*** Spoiler Alert ***
If you haven’t read the book yet, best stop now.
.
.
.
.
Heaven’s River – The Topopolis
I’ve seen a few comments that Heaven’s River is not sufficiently well described in the book, so I’ve put together this post to describe it in more detail.
First, let’s start with an O’Neill cylinder, something most people are far more familiar with. Think Babylon 5. An O’Neill cylinder, at its most basic, is just a large drum, rotating around its axis to create centrifugal pseudo-gravity on the inside surface. There are different designs for introducing light into the cylinder, but the one used in Heaven’s River is a fusion-powered light source on a structure that runs down the center of the cylinder.
That’s great, but possibly a little exposed. One good meteor punch and all the air drains out of the cylinder. And like Johanssen said in The Martian, we need air to not die. So stick a non-rotating shell around the cylinder, made of rock or other friable material, to absorb meteor impacts. We make it non-rotating and separate from the cylinder so that it doesn’t place a load on the cylinder. In order to keep the outer shell and the inner cylinder from touching, we place magnetic bearings in the gap.
So far, so good. But with a single cylinder, you can enter and exit through the ends, preferably along the axis where there’s no pseudo-gravity. With a topopolis, not so much. Think of a topopolis as an O’Neill cylinder stretched to a ridiculous length. After all, for any given diameter, a length of ten miles isn’t any more of an engineering challenge that one mile. Or a thousand miles. Or, as in Heaven’s River, a billion miles.
The last thing we do is connect the two ends of the billion-mile-long O’Neill cylinder, so that now you have a loop. In the case of Heaven’s River, instead of going around the star once at a distance of three hundred million miles or so, the structure goes around the star three times at a distance of one hundred million miles or so. There was no engineering reason for that by the way, I just thought it was fun.
But now you have a structure with no convenient ends to enter and exit through. What do you do? Well, the only thing you can do—enter and exit from the side. Of course, that’s easier said than done, because the cylinder is spinning at eighteen hundred miles per hour. And it’s sitting inside a stationary shell. So you have to go through the stationary outer shell, somehow accelerate to a half mile per second while following the curve of the inner shell, then somehow get in through the inner shell. That’s where the Spin Transfer system comes in. You land in one of the nine space ports on the outer shell and get into one of the Spin Transfer system vehicles.
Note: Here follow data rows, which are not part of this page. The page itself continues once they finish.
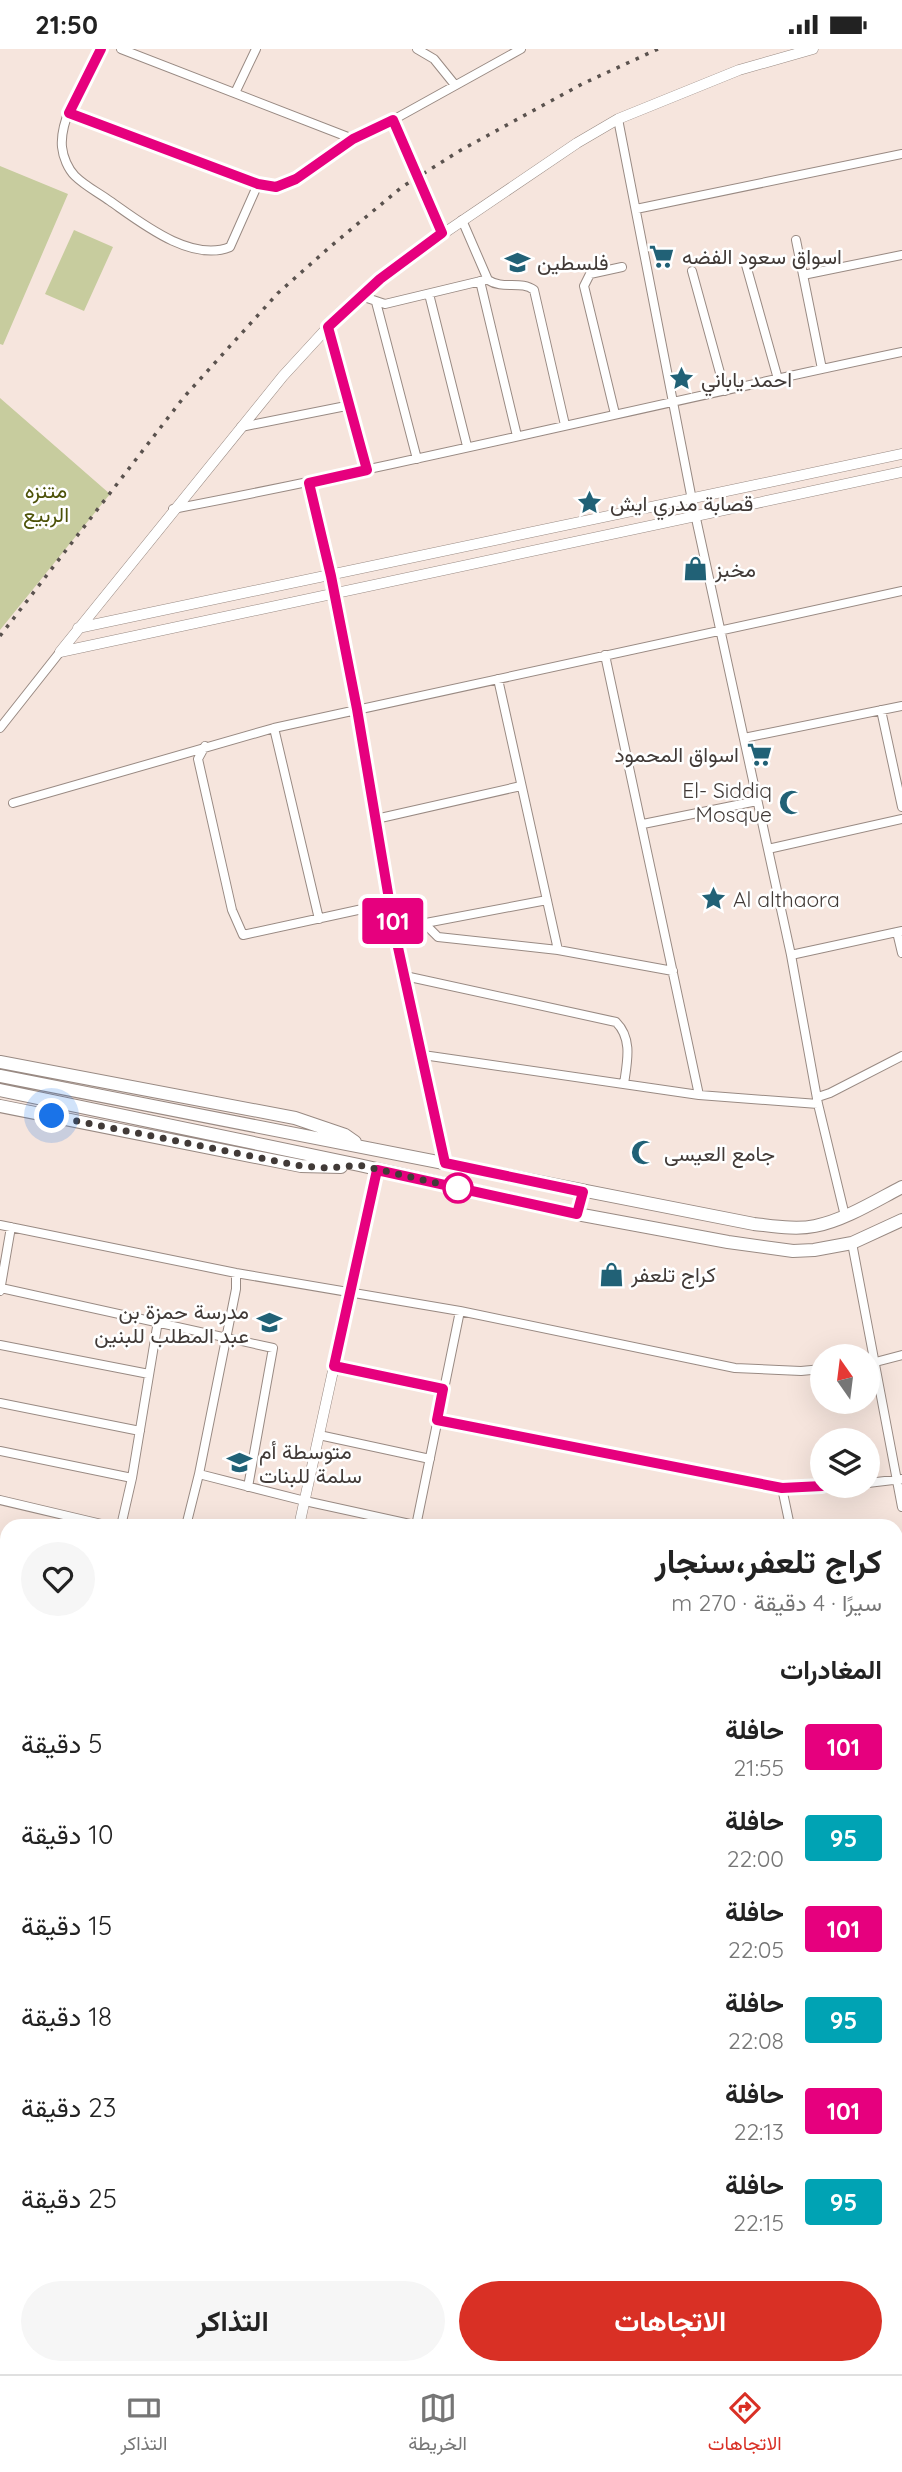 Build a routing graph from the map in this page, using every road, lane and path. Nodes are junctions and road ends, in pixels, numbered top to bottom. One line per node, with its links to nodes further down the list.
1 (101, 49): 11 (street)
2 (121, 49): 8 (street)
3 (150, 49): 8 (street)
4 (256, 49): 10 (street)
5 (416, 49): 9 (street)
6 (519, 49): 9 (street)
7 (813, 49): 12 (street)
8 (146, 58): 10 (street)
9 (455, 85): 13 (street)
10 (235, 93): 14 (street)
11 (69, 113): 16 (street); 16 (street)
12 (618, 119): 17 (street); 18 (street)
13 (393, 120): 14 (street); 19 (street)
14 (353, 139): 16 (street)
15 (902, 153): 17 (street)
16 (258, 184)
17 (636, 208): 35 (street)
18 (462, 220): 19 (street); 26 (street)
19 (442, 233): 28 (street)
20 (796, 240): 25 (street)
21 (902, 255): 25 (street)
22 (746, 265): 33 (street)
23 (622, 267): 37 (street)
24 (692, 271): 34 (street)
25 (803, 275): 32 (street)
26 (484, 280): 27 (street); 38 (street); 40 (street)
27 (429, 294): 29 (street); 41 (street)
28 (361, 296): 29 (street); 30 (street)
29 (376, 302): 43 (street)
30 (328, 327): 36 (street); 39 (street)
31 (902, 352): 32 (street)
32 (822, 369): 33 (street)
33 (778, 379): 34 (street)
34 (725, 391): 35 (street)
35 (673, 403): 37 (street); 47 (street)
36 (351, 405): 39 (street); 44 (street)
37 (615, 414): 38 (street)
38 (565, 425): 40 (street)
39 (240, 428): 48 (street)
40 (517, 436): 41 (street)
41 (467, 446): 43 (street)
42 (902, 454): 47 (street)
43 (417, 459): 44 (street)
44 (367, 470): 46 (street)
45 (902, 472): 49 (street)
46 (309, 483): 48 (street); 50 (street)
47 (692, 500): 49 (street); 50 (street)
48 (173, 509): 53 (street)
49 (696, 517): 52 (street); 54 (street)
50 (331, 576): 52 (street); 53 (street)
51 (902, 591): 54 (street)
52 (335, 594): 55 (street); 59 (street)
53 (78, 628): 55 (street)
54 (720, 629): 56 (street); 63 (street)
55 (60, 652): 61 (street)
56 (605, 655): 57 (street); 71 (street)
57 (498, 679): 59 (street); 65 (street)
58 (902, 706): 60 (street)
59 (357, 709): 62 (street); 70 (street)
60 (881, 710): 63 (street); 68 (street)
61 (0, 728)
62 (274, 728): 64 (street); 75 (street)
63 (744, 738): 66 (street)
64 (205, 746): 67 (street); 75 (street)
65 (521, 786): 70 (street); 73 (street)
66 (757, 801): 71 (street); 72 (street)
67 (13, 803)
68 (902, 807)
69 (902, 818): 72 (street)
70 (376, 819): 74 (street)
71 (643, 824): 82 (street)
72 (768, 849): 81 (street)
73 (547, 900): 76 (street); 79 (street)
74 (390, 902): 75 (street); 77 (street)
75 (319, 919)
76 (424, 923): 77 (street); 79 (street)
77 (394, 929): 83 (street)
78 (899, 931): 80 (street); 81 (street)
79 (558, 950): 82 (street)
80 (902, 953)
81 (790, 955): 91 (street)
82 (673, 971): 90 (street)
83 (405, 976): 84 (street); 88 (street)
84 (423, 1055): 88 (street); 94 (street)
85 (902, 1056): 91 (street)
86 (0, 1062): 93 (main road)
87 (0, 1076): 93 (main road)
88 (624, 1084): 90 (street)
89 (0, 1090): 95 (main road)
90 (699, 1095): 91 (street)
91 (818, 1101): 100 (street)
92 (0, 1106): 95 (main road)
93 (365, 1147): 94 (main road)
94 (445, 1163): 98 (main road)
95 (359, 1165): 96 (main road)
96 (377, 1170): 99 (main road); 107 (street)
97 (902, 1187): 100 (main road)
98 (583, 1192): 99 (main road); 100 (main road)
99 (577, 1214): 104 (main road)
100 (845, 1216)
101 (902, 1220): 104 (main road)
102 (0, 1225): 103 (street)
103 (11, 1227): 105 (street); 106 (street)
104 (852, 1243): 111 (street)
105 (236, 1273): 107 (street); 110 (street)
106 (0, 1289): 109 (street)
107 (350, 1293): 108 (street); 115 (street)
108 (460, 1311): 116 (street); 118 (street)
109 (158, 1321): 110 (street); 117 (street)
110 (225, 1339): 126 (street); 130 (street)
111 (868, 1344)
112 (0, 1345): 117 (street)
113 (902, 1355): 114 (street)
114 (880, 1361)
115 (334, 1366): 118 (street); 123 (street)
116 (810, 1370)
117 (149, 1374): 122 (street)
118 (443, 1389): 121 (street)
119 (880, 1401): 128 (street)
120 (0, 1403): 122 (street)
121 (437, 1420): 125 (street); 132 (street)
122 (140, 1431): 127 (street)
123 (319, 1435): 125 (street); 134 (street)
124 (0, 1451): 127 (street)
125 (430, 1459): 141 (street)
126 (199, 1474): 130 (street); 138 (street)
127 (132, 1478): 137 (street)
128 (899, 1480): 129 (street); 135 (street)
129 (880, 1482)
130 (248, 1487): 134 (street)
131 (810, 1487): 132 (street)
132 (782, 1488): 142 (street)
133 (0, 1500): 136 (street)
134 (305, 1501): 139 (street); 140 (street)
135 (902, 1507)
136 (80, 1519)
137 (123, 1519)
138 (188, 1519)
139 (301, 1519)
140 (386, 1519)
141 (418, 1519)
142 (789, 1519)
The vehicle accelerates along a track on the inside of the stationary outer shell until it matches speed with the inner shell, then the vehicle clamps on to and docks with the inner shell. From there, it’s just an elevator ride to the inner surface of the rotating shell.
Heaven’s River itself has a fifty-six-mile radius, and was built in sections of five hundred and sixty miles each. Think of the sections as individual O’Neil cylinders that got glued together during construction.
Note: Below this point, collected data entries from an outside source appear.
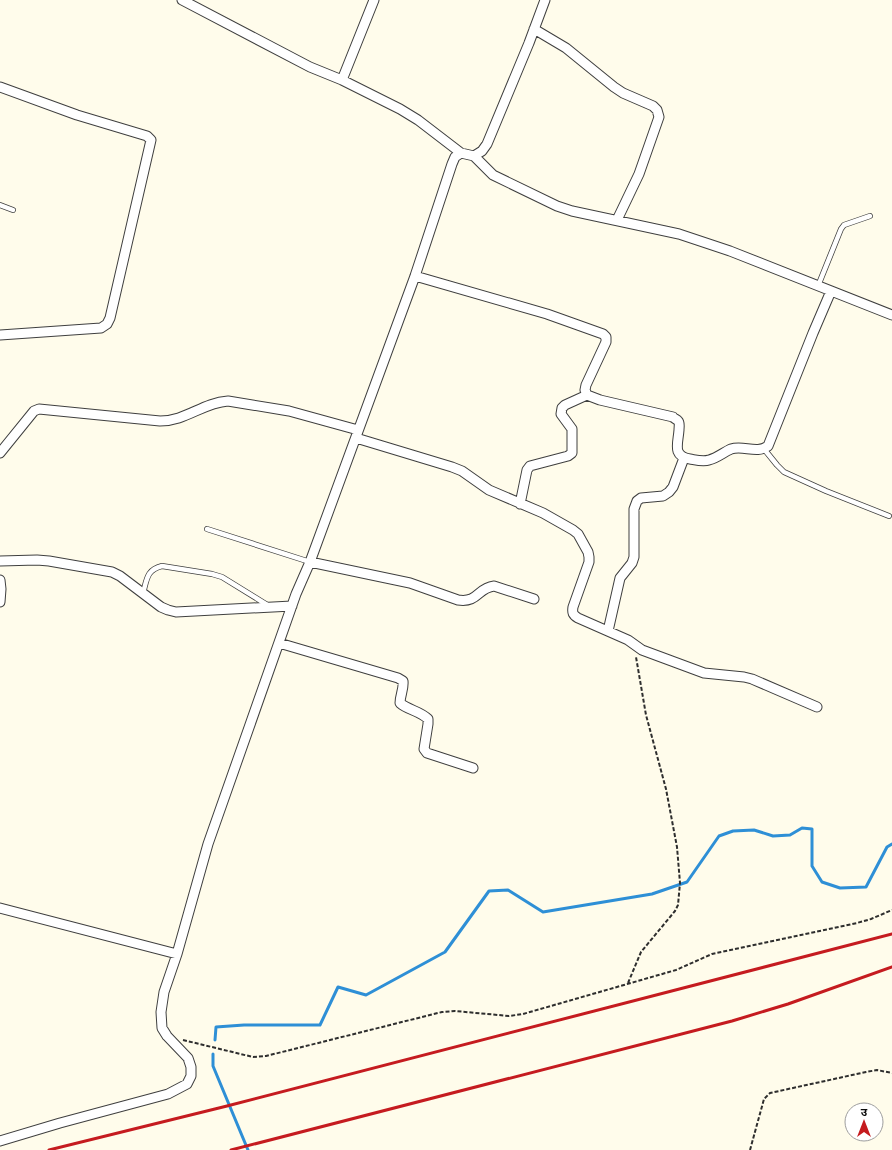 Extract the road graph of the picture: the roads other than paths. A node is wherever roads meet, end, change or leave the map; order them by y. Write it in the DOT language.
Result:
graph roads {
  1 [pos="182,0"];
  2 [pos="374,0"];
  3 [pos="545,0"];
  4 [pos="534,29"];
  5 [pos="342,80"];
  6 [pos="0,87"];
  7 [pos="461,153"];
  8 [pos="474,156"];
  9 [pos="0,205"];
  10 [pos="13,210"];
  11 [pos="870,216"];
  12 [pos="616,220"];
  13 [pos="415,276"];
  14 [pos="818,286"];
  15 [pos="831,291"];
  16 [pos="892,315"];
  17 [pos="0,335"];
  18 [pos="587,395"];
  19 [pos="357,434"];
  20 [pos="764,449"];
  21 [pos="0,453"];
  22 [pos="684,458"];
  23 [pos="520,504"];
  24 [pos="889,516"];
  25 [pos="207,529"];
  26 [pos="0,561"];
  27 [pos="310,562"];
  28 [pos="0,580"];
  29 [pos="143,593"];
  30 [pos="534,599"];
  31 [pos="0,602"];
  32 [pos="292,606"];
  33 [pos="271,607"];
  34 [pos="608,631"];
  35 [pos="279,643"];
  36 [pos="817,707"];
  37 [pos="473,768"];
  38 [pos="0,908"];
  39 [pos="177,954"];
  40 [pos="0,1141"];
  1 -- 5 [label="street"];
  2 -- 5 [label="street"];
  3 -- 4 [label="street"];
  4 -- 8 [label="street"];
  4 -- 12 [label="street"];
  5 -- 7 [label="street"];
  6 -- 17 [label="street"];
  7 -- 8 [label="street"];
  7 -- 13 [label="street"];
  8 -- 12 [label="street"];
  9 -- 10 [label="lane"];
  11 -- 14 [label="lane"];
  12 -- 14 [label="street"];
  13 -- 18 [label="street"];
  13 -- 19 [label="street"];
  14 -- 15 [label="street"];
  15 -- 16 [label="street"];
  15 -- 20 [label="street"];
  18 -- 22 [label="street"];
  18 -- 23 [label="street"];
  19 -- 21 [label="street"];
  19 -- 23 [label="street"];
  19 -- 27 [label="street"];
  20 -- 22 [label="street"];
  20 -- 24 [label="lane"];
  22 -- 34 [label="street"];
  23 -- 34 [label="street"];
  25 -- 27 [label="lane"];
  26 -- 29 [label="street"];
  27 -- 30 [label="street"];
  27 -- 32 [label="street"];
  28 -- 31 [label="street"];
  29 -- 33 [label="street"];
  29 -- 33 [label="lane"];
  32 -- 33 [label="street"];
  32 -- 35 [label="street"];
  34 -- 36 [label="street"];
  35 -- 37 [label="street"];
  35 -- 39 [label="street"];
  38 -- 39 [label="street"];
  39 -- 40 [label="street"];
}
Each section has a barrier at each end, which is made to look like mountains, in order to preserve the illusion. The barriers are actually designed to close off the end completely in case of some kind of catastrophic blowout.
The interior of Heaven’s River has four main rivers running through it, each going in alternating directions. But because the Quinlans are semi-aquatic, the rivers were designed to meander, to have tributaries, feeder streams, and so on. This increases the available river and shoreline, which is the ideal Quinlan habitat.
The interior terrain has topography, i.e. hills, valleys, and so on. But there is no reason for the builders to have carted in and dumped a bunch of rocks and dirt to make those hills. In fact, the extra weight would just increase the engineering requirements. So the topography is baked right into the interior shell. You see something similar in Ringworld, where the protagonists are able to see a negative of the ringworld topography when looking at it from the underside.
This design creates empty space under the hills and mountains, which is a perfect place to put infrastructure, including administration and maintenance centers.
A couple of other points…
Like a ringworld, a topopolis cannot have a stable orbit. Technically, it isn’t really even orbiting. So there will be facilities for adjusting the trajectory. I didn’t bring this up in Heaven’s River because it wasn’t relevant to the story, but I would visualize some kind of magnetic levitation system that plays off the star’s magnetic field.
A topopolis ‘bends’. Riker and Bill get into this a bit in the book, but the basic point is that the bend is so slight that no expansion joints are needed and there is really no issue of material fatigue. Most structures in our real lives bend far more than that on a regular basis.